Detection of Hepatitis B Virus X Gene Mutation from Local Clinical Samples
Keywords:Hepatitis B Virus, X Gene Mutation
Hepatitis B virus (HBV) belongs to the Hepadnaviridae family and it infects hepatocytes, which is the most common cell in liver. HBV infection is distinguished into acute and chronic infection based on the duration of infection. Chronic infection of HBV exists more than six months and it can develop into liver cirrhosis and hepatocellular carcinoma (HCC). The development of chronic HBV infection is affected by viral particle load, genotype and subgenotype, as well as its association with HBV X gene mutation.
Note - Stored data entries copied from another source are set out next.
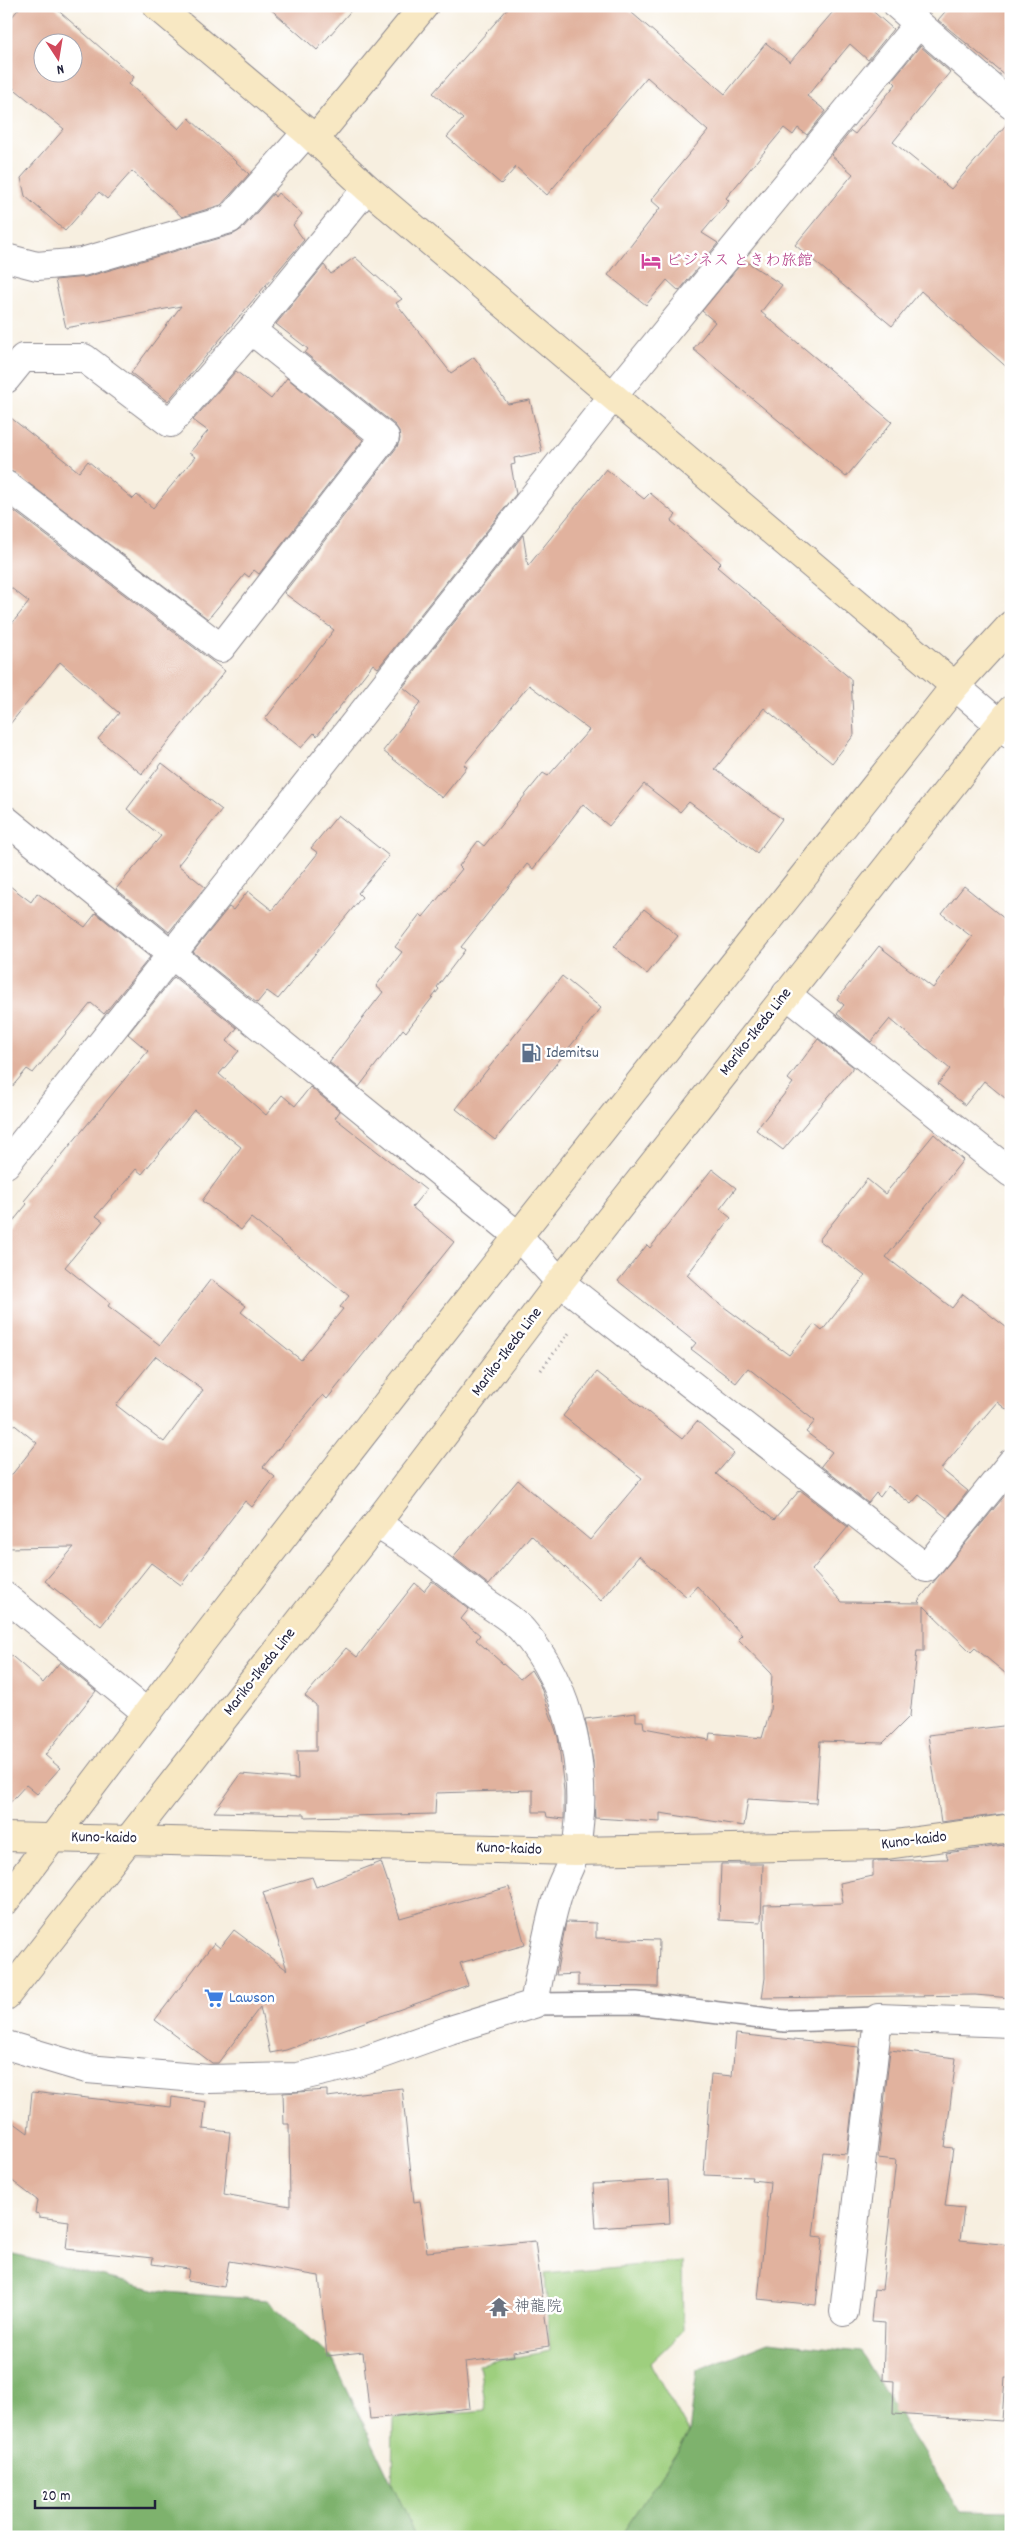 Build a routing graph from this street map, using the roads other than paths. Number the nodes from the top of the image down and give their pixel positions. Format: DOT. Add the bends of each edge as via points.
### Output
graph roads {
  1 [pos="157,6"];
  2 [pos="424,6"];
  3 [pos="898,6"];
  4 [pos="918,24"];
  5 [pos="1011,104"];
  6 [pos="311,135"];
  7 [pos="367,188"];
  8 [pos="6,258"];
  9 [pos="251,330"];
  10 [pos="6,379"];
  11 [pos="612,396"];
  12 [pos="6,485"];
  13 [pos="1011,625"];
  14 [pos="955,686"];
  15 [pos="1007,722"];
  16 [pos="6,820"];
  17 [pos="170,954"];
  18 [pos="786,994"];
  19 [pos="6,1164"];
  20 [pos="1011,1173"];
  21 [pos="517,1235"];
  22 [pos="560,1282"];
  23 [pos="1011,1464"];
  24 [pos="376,1524"];
  25 [pos="6,1597"];
  26 [pos="147,1713"];
  27 [pos="1011,1828"];
  28 [pos="6,1837"];
  29 [pos="53,1837"];
  30 [pos="130,1839"];
  31 [pos="575,1851"];
  32 [pos="6,1900"];
  33 [pos="6,1996"];
  34 [pos="534,2004"];
  35 [pos="878,2018"];
  36 [pos="1011,2023"];
  37 [pos="6,2045"];
  38 [pos="844,2312"];
  1 -- 6 [label="street"];
  2 -- 6 [label="street"];
  3 -- 4 [label="street"];
  4 -- 5 [label="street"];
  4 -- 11 [label="street"];
  6 -- 7 [label="street"];
  6 -- 8 [label="street" via="230,219 82,262 38,266"];
  7 -- 9 [label="street"];
  7 -- 11 [label="street"];
  9 -- 10 [label="street" via="170,423 84,358 23,358"];
  9 -- 12 [label="street" via="385,437 221,648"];
  11 -- 14 [label="street"];
  11 -- 17 [label="street"];
  13 -- 14 [label="street"];
  14 -- 15 [label="street"];
  14 -- 21 [label="street"];
  15 -- 18 [label="street, Mariko-Ikeda Line"];
  16 -- 17 [label="street"];
  17 -- 19 [label="street"];
  17 -- 21 [label="street"];
  18 -- 20 [label="street"];
  18 -- 22 [label="street, Mariko-Ikeda Line"];
  21 -- 22 [label="street"];
  21 -- 26 [label="street"];
  22 -- 23 [label="street" via="926,1568"];
  22 -- 24 [label="street, Mariko-Ikeda Line"];
  24 -- 30 [label="street, Mariko-Ikeda Line"];
  24 -- 31 [label="street" via="406,1541 522,1630 556,1679 569,1718 579,1772 579,1827"];
  25 -- 26 [label="street"];
  26 -- 29 [label="street"];
  27 -- 31 [label="street, Kuno-kaido" via="887,1845"];
  28 -- 29 [label="street, Kuno-kaido"];
  29 -- 30 [label="street, Kuno-kaido"];
  29 -- 32 [label="street"];
  30 -- 31 [label="street, Kuno-kaido"];
  30 -- 33 [label="street, Mariko-Ikeda Line"];
  31 -- 34 [label="street" via="547,1934"];
  34 -- 35 [label="lane" via="636,2003 785,2021"];
  34 -- 37 [label="street" via="358,2062 298,2077 209,2079 87,2069"];
  35 -- 36 [label="street"];
  35 -- 38 [label="street"];
} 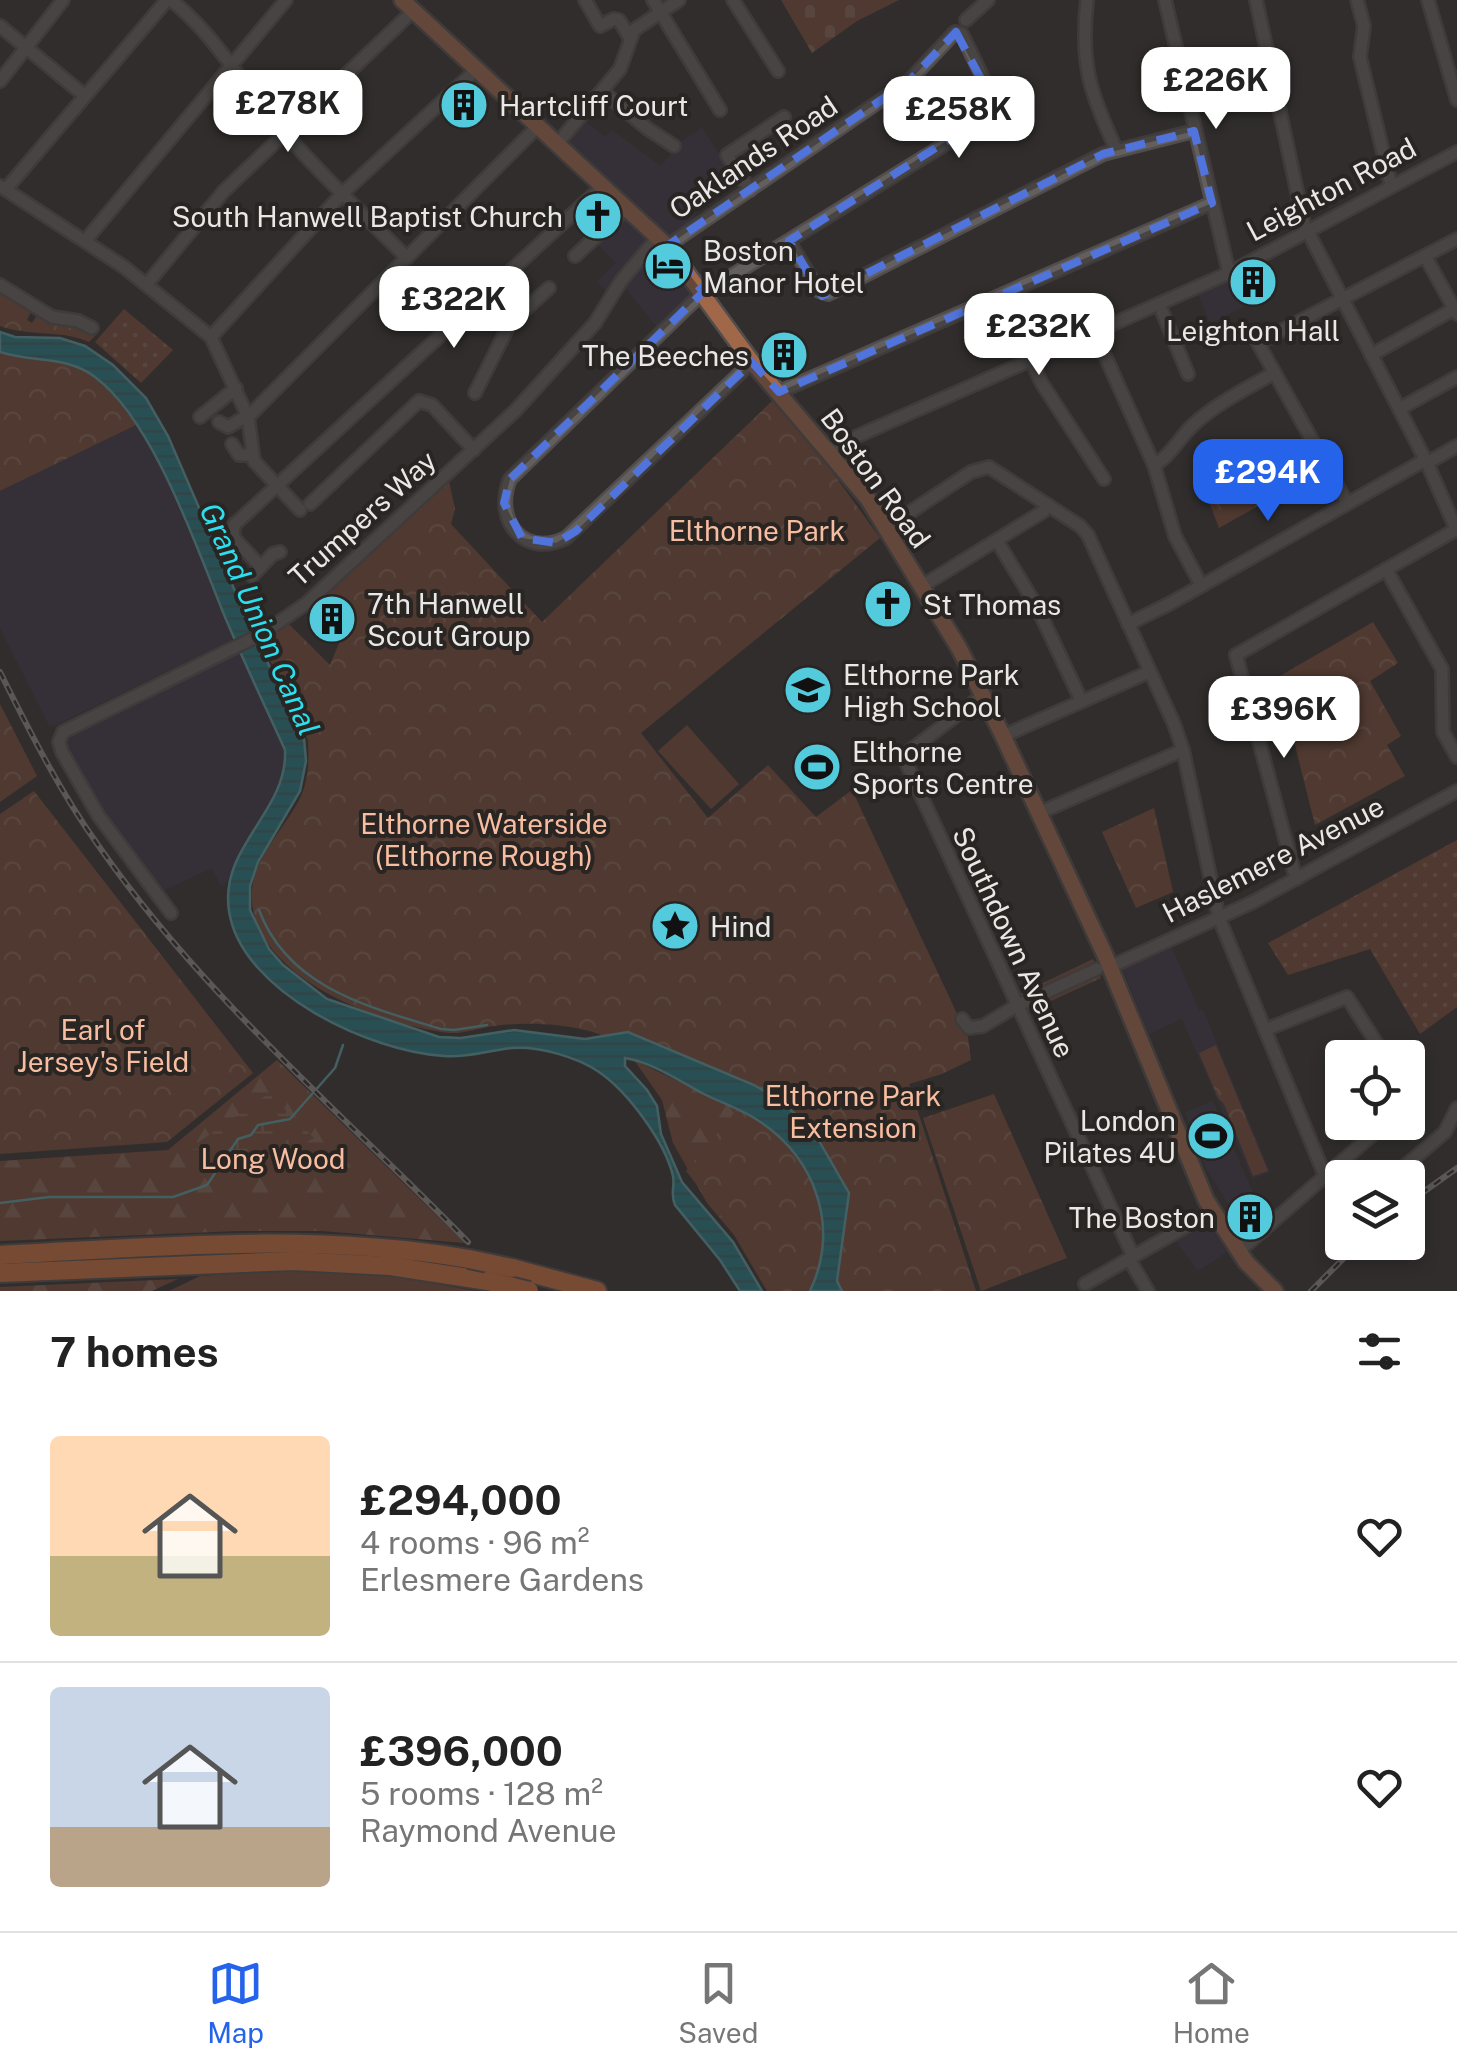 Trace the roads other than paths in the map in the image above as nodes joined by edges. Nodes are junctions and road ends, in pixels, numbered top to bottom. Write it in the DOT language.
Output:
graph roads {
  1 [pos="63,0"];
  2 [pos="167,0"];
  3 [pos="286,0"];
  4 [pos="585,0"];
  5 [pos="653,0"];
  6 [pos="679,0"];
  7 [pos="732,0"];
  8 [pos="988,0"];
  9 [pos="1087,0"];
  10 [pos="1166,0"];
  11 [pos="1256,0"];
  12 [pos="1357,0"];
  13 [pos="1428,0"];
  14 [pos="408,6"];
  15 [pos="660,12"];
  16 [pos="966,20"];
  17 [pos="0,26"];
  18 [pos="630,38"];
  19 [pos="26,46"];
  20 [pos="232,65"];
  21 [pos="778,70"];
  22 [pos="475,71"];
  23 [pos="0,81"];
  24 [pos="603,92"];
  25 [pos="85,96"];
  26 [pos="1457,100"];
  27 [pos="720,110"];
  28 [pos="784,118"];
  29 [pos="538,126"];
  30 [pos="284,131"];
  31 [pos="1194,131"];
  32 [pos="558,143"];
  33 [pos="674,146"];
  34 [pos="1116,150"];
  35 [pos="1457,152"];
  36 [pos="1392,185"];
  37 [pos="603,186"];
  38 [pos="3,188"];
  39 [pos="750,190"];
  40 [pos="342,194"];
  41 [pos="1212,202"];
  42 [pos="627,208"];
  43 [pos="1307,230"];
  44 [pos="1457,238"];
  45 [pos="85,241"];
  46 [pos="789,241"];
  47 [pos="662,242"];
  48 [pos="576,256"];
  49 [pos="1425,256"];
  50 [pos="407,258"];
  51 [pos="1229,273"];
  52 [pos="502,280"];
  53 [pos="146,284"];
  54 [pos="0,285"];
  55 [pos="548,288"];
  56 [pos="704,294"];
  57 [pos="1342,300"];
  58 [pos="1158,304"];
  59 [pos="527,307"];
  60 [pos="1456,312"];
  61 [pos="92,328"];
  62 [pos="1094,331"];
  63 [pos="211,337"];
  64 [pos="1370,354"];
  65 [pos="1031,359"];
  66 [pos="752,362"];
  67 [pos="1188,374"];
  68 [pos="1274,374"];
  69 [pos="1457,378"];
  70 [pos="236,388"];
  71 [pos="778,392"];
  72 [pos="475,394"];
  73 [pos="1399,408"];
  74 [pos="200,417"];
  75 [pos="248,417"];
  76 [pos="219,422"];
  77 [pos="1457,446"];
  78 [pos="828,449"];
  79 [pos="474,450"];
  80 [pos="1426,461"];
  81 [pos="1154,465"];
  82 [pos="1104,479"];
  83 [pos="276,485"];
  84 [pos="1347,503"];
  85 [pos="1048,505"];
  86 [pos="886,528"];
  87 [pos="1457,530"];
  88 [pos="997,541"];
  89 [pos="280,552"];
  90 [pos="1386,569"];
  91 [pos="922,586"];
  92 [pos="1201,586"];
  93 [pos="1128,624"];
  94 [pos="1149,672"];
  95 [pos="983,695"];
  96 [pos="1081,700"];
  97 [pos="1004,736"];
  98 [pos="1183,750"];
  99 [pos="1457,757"];
  100 [pos="1457,791"];
  101 [pos="1039,814"];
  102 [pos="1296,879"];
  103 [pos="171,914"];
  104 [pos="1220,918"];
  105 [pos="1104,968"];
  106 [pos="1016,1006"];
  107 [pos="962,1020"];
  108 [pos="1265,1030"];
  109 [pos="1374,1040"];
  110 [pos="1457,1108"];
  111 [pos="1366,1140"];
  112 [pos="1416,1160"];
  113 [pos="1324,1176"];
  114 [pos="1213,1212"];
  115 [pos="1238,1252"];
  116 [pos="0,1255"];
  117 [pos="1131,1258"];
  118 [pos="0,1273"];
  119 [pos="1085,1284"];
  120 [pos="529,1291"];
  121 [pos="597,1291"];
  122 [pos="1148,1291"];
  123 [pos="1275,1291"];
  1 -- 19 [label="street"];
  2 -- 20 [label="street"];
  2 -- 25 [label="street"];
  3 -- 20 [label="street"];
  4 -- 18 [label="street"];
  5 -- 15 [label="street"];
  6 -- 15 [label="street"];
  7 -- 21 [label="street"];
  8 -- 16 [label="street"];
  9 -- 34 [label="street"];
  10 -- 31 [label="street"];
  11 -- 43 [label="street"];
  12 -- 36 [label="street"];
  13 -- 26 [label="street"];
  14 -- 22 [label="main road, Boston Road"];
  14 -- 30 [label="street"];
  15 -- 18 [label="street"];
  15 -- 27 [label="street"];
  17 -- 19 [label="street"];
  18 -- 24 [label="street"];
  19 -- 23 [label="street"];
  19 -- 25 [label="street"];
  20 -- 30 [label="street"];
  20 -- 45 [label="street"];
  22 -- 29 [label="main road, Boston Road"];
  22 -- 40 [label="street"];
  24 -- 32 [label="street"];
  24 -- 33 [label="street"];
  25 -- 38 [label="street"];
  28 -- 39 [label="street"];
  29 -- 32 [label="main road, Boston Road"];
  29 -- 50 [label="street"];
  30 -- 40 [label="street"];
  30 -- 53 [label="street"];
  31 -- 34 [label="street"];
  31 -- 41 [label="street"];
  32 -- 37 [label="main road, Boston Road"];
  34 -- 46 [label="street"];
  35 -- 36 [label="street, Leighton Road"];
  36 -- 43 [label="street, Leighton Road"];
  37 -- 42 [label="main road, Boston Road"];
  37 -- 52 [label="street"];
  38 -- 45 [label="street"];
  39 -- 46 [label="street, Oaklands Road"];
  39 -- 47 [label="street, Oaklands Road"];
  40 -- 50 [label="street"];
  40 -- 63 [label="street"];
  41 -- 51 [label="street"];
  41 -- 71 [label="street"];
  42 -- 47 [label="main road, Boston Road"];
  42 -- 48 [label="street"];
  43 -- 51 [label="street, Leighton Road"];
  43 -- 57 [label="street"];
  44 -- 49 [label="street"];
  45 -- 53 [label="street"];
  46 -- 56 [label="street"];
  47 -- 56 [label="main road, Boston Road"];
  47 -- 79 [label="street, Trumpers Way"];
  49 -- 57 [label="street"];
  49 -- 60 [label="street"];
  50 -- 75 [label="street"];
  51 -- 58 [label="street, Leighton Road"];
  52 -- 59 [label="street"];
  52 -- 83 [label="street"];
  53 -- 63 [label="street"];
  54 -- 61 [label="street"];
  55 -- 59 [label="street"];
  56 -- 66 [label="main road, Boston Road"];
  56 -- 66 [label="street"];
  57 -- 64 [label="street"];
  57 -- 68 [label="street"];
  58 -- 62 [label="street, Leighton Road"];
  58 -- 67 [label="street"];
  59 -- 72 [label="street"];
  60 -- 64 [label="street"];
  62 -- 65 [label="street, Leighton Road"];
  62 -- 81 [label="street"];
  63 -- 70 [label="street"];
  64 -- 73 [label="street"];
  65 -- 78 [label="street, Leighton Road"];
  65 -- 82 [label="street"];
  66 -- 71 [label="main road, Boston Road"];
  68 -- 81 [label="street"];
  68 -- 84 [label="street"];
  69 -- 73 [label="street"];
  70 -- 74 [label="street"];
  70 -- 75 [label="street"];
  71 -- 78 [label="main road, Boston Road"];
  73 -- 80 [label="street"];
  75 -- 76 [label="street"];
  75 -- 83 [label="street"];
  77 -- 80 [label="street"];
  78 -- 86 [label="main road, Boston Road"];
  79 -- 83 [label="street"];
  79 -- 103 [label="street, Trumpers Way"];
  80 -- 84 [label="street"];
  80 -- 87 [label="street"];
  81 -- 92 [label="street"];
  83 -- 89 [label="street"];
  84 -- 92 [label="street"];
  85 -- 86 [label="street"];
  85 -- 88 [label="street"];
  85 -- 93 [label="street"];
  86 -- 91 [label="main road, Boston Road"];
  87 -- 90 [label="street"];
  88 -- 91 [label="street"];
  88 -- 96 [label="street"];
  90 -- 99 [label="street"];
  90 -- 102 [label="street"];
  91 -- 95 [label="main road, Boston Road"];
  92 -- 93 [label="street"];
  93 -- 94 [label="street"];
  94 -- 96 [label="street"];
  94 -- 98 [label="street"];
  95 -- 97 [label="main road, Boston Road"];
  95 -- 106 [label="street, Southdown Avenue"];
  96 -- 97 [label="street"];
  97 -- 101 [label="main road, Boston Road"];
  98 -- 101 [label="street"];
  98 -- 104 [label="street"];
  100 -- 102 [label="street, Haslemere Avenue"];
  101 -- 105 [label="main road, Boston Road"];
  102 -- 104 [label="street, Haslemere Avenue"];
  104 -- 105 [label="street, Haslemere Avenue"];
  104 -- 108 [label="street"];
  105 -- 106 [label="street, Haslemere Avenue"];
  105 -- 114 [label="main road, Boston Road"];
  106 -- 107 [label="street, Haslemere Avenue"];
  106 -- 117 [label="street, Southdown Avenue"];
  108 -- 109 [label="street"];
  108 -- 113 [label="street"];
  110 -- 112 [label="street"];
  111 -- 113 [label="street"];
  113 -- 115 [label="street"];
  114 -- 115 [label="main road, Boston Road"];
  114 -- 117 [label="street"];
  115 -- 123 [label="main road, Boston Road"];
  116 -- 121 [label="highway, bridge"];
  117 -- 119 [label="street"];
  117 -- 122 [label="street, Southdown Avenue"];
  118 -- 120 [label="highway, bridge"];
}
The aim of this study is to determine the genotype and subgenotype based on X gene, and to detect its mutation. The X gene in DNA samples was amplified with nested PCR, which produced two fragments with size of 469bp and 395bp. The DNA sequencing results of the amplified product were analyzed by BLAST program to determine their HBV genotype and subgenotype based on the X gene sequences. The analysis showed that patients were infected mainly by HBV subgenotype B3, which are common in Indonesia. The obtained HBx gene sequences were aligned with HBx gene sequences from database to determine the genotype, subgenotype and amino acid substitution. In this study, we described the presence of known HCC-related HBx mutant, i.e. V5L, A47T, I127T and K130M/V131I, as well as new HBx mutant, i.e. G22S and A85T. The presence of HBx T118N mutant was detected at the highest percentage and occurred from samples with high HBV DNA titer.